» EXERCISE
Report back the lines in this listing that carry the string "Titus".

» RECORDS FOR THIS TASK
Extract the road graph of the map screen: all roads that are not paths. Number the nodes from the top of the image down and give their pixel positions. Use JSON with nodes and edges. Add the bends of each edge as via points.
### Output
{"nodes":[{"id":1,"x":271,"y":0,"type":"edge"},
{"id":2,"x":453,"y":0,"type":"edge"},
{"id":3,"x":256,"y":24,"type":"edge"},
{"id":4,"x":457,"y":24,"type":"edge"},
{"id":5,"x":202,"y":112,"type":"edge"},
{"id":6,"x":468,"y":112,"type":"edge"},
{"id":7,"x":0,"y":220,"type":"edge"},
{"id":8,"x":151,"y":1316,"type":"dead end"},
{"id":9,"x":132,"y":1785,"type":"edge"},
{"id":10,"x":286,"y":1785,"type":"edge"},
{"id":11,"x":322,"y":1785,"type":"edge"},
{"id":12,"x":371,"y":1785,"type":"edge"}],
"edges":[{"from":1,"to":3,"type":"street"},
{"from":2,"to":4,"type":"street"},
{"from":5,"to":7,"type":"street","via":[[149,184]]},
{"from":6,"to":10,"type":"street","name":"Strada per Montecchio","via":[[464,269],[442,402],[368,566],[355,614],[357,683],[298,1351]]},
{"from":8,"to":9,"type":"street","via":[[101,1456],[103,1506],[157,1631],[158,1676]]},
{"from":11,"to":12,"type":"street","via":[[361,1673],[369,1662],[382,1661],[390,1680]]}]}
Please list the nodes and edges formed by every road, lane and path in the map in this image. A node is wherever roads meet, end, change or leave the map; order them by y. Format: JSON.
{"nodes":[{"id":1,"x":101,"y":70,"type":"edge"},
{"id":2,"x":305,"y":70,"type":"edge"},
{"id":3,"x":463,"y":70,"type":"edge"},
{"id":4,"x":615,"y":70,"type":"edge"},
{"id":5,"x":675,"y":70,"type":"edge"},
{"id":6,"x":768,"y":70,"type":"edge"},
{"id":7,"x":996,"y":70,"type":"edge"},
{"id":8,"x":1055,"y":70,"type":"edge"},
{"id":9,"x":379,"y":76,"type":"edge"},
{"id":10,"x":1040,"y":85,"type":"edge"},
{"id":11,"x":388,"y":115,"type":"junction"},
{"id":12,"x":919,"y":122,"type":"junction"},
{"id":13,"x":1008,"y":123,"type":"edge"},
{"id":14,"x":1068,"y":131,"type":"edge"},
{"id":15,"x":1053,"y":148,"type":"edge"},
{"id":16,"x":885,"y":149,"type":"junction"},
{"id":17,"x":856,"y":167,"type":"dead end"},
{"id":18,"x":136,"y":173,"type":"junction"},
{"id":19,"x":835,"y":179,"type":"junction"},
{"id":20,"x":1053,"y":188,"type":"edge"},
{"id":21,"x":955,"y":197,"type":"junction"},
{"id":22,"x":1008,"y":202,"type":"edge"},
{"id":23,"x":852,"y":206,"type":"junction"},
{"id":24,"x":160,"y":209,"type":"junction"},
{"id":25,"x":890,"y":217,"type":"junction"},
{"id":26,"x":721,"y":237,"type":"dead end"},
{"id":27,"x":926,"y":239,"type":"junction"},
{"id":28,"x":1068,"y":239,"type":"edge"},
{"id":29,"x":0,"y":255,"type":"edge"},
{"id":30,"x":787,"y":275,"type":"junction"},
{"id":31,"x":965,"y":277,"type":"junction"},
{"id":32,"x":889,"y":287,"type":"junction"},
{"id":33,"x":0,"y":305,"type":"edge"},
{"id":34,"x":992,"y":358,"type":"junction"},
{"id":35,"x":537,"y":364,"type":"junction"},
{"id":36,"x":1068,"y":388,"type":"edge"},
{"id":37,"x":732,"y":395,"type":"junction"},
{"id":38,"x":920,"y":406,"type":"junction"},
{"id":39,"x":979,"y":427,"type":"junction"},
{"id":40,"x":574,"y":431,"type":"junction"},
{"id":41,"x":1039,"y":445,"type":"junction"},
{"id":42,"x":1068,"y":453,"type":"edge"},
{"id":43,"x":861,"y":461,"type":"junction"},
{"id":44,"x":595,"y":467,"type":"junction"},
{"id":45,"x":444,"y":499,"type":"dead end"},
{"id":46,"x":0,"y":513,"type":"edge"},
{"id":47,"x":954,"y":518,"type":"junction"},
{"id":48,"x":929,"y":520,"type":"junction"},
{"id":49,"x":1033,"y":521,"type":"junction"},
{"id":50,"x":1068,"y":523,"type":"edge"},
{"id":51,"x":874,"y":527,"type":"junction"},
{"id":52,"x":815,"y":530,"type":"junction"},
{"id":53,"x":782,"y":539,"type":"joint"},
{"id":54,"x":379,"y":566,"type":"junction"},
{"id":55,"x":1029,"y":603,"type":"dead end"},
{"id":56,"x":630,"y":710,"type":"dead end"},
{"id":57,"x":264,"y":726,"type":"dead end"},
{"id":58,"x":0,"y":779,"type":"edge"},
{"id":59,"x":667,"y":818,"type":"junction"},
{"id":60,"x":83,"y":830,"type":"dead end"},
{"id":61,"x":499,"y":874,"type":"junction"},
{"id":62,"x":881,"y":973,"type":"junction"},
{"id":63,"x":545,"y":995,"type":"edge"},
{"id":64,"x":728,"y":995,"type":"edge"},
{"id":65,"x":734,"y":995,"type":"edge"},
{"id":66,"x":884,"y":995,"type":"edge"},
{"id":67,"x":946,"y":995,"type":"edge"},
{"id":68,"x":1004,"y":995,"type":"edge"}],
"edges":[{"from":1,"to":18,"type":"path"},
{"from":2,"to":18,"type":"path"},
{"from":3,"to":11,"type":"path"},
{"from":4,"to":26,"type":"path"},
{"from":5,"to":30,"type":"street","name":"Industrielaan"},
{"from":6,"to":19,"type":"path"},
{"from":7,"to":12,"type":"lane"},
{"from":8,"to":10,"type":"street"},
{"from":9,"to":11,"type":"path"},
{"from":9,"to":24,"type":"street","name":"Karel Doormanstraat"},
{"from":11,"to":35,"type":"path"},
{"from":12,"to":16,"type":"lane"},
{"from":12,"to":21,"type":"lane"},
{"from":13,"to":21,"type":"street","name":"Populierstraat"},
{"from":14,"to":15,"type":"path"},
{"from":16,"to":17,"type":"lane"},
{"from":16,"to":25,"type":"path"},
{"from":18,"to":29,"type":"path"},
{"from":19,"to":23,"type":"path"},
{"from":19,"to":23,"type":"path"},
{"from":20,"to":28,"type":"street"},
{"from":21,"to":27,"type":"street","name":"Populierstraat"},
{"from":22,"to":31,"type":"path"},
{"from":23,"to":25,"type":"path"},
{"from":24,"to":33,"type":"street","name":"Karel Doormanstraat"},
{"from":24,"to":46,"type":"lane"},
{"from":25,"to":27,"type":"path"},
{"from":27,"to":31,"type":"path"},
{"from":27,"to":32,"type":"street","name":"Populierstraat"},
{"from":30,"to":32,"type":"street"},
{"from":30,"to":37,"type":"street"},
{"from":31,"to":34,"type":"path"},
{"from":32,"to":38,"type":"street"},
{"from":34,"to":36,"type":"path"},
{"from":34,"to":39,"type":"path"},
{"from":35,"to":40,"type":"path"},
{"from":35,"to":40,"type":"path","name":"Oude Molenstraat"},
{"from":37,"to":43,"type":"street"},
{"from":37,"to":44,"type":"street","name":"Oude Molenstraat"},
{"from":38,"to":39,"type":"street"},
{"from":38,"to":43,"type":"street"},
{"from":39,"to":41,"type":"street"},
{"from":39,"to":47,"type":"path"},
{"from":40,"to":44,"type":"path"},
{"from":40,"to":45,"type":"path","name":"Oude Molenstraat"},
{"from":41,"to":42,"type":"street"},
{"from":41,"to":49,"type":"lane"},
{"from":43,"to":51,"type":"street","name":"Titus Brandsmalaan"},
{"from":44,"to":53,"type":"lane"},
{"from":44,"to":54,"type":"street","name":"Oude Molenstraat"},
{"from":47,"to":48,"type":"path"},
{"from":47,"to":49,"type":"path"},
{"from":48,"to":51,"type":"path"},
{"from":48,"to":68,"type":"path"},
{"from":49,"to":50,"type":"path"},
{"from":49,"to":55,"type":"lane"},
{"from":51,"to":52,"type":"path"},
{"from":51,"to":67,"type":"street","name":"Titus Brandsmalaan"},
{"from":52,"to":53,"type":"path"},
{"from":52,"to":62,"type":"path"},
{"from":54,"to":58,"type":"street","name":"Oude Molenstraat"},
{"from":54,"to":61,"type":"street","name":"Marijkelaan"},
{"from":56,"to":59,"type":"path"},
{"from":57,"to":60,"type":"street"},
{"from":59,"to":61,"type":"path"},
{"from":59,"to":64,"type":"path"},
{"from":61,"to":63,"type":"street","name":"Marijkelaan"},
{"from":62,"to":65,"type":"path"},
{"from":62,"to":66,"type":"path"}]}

» EXERCISE ANSWER
{"from":43,"to":51,"type":"street","name":"Titus Brandsmalaan"},
{"from":51,"to":67,"type":"street","name":"Titus Brandsmalaan"},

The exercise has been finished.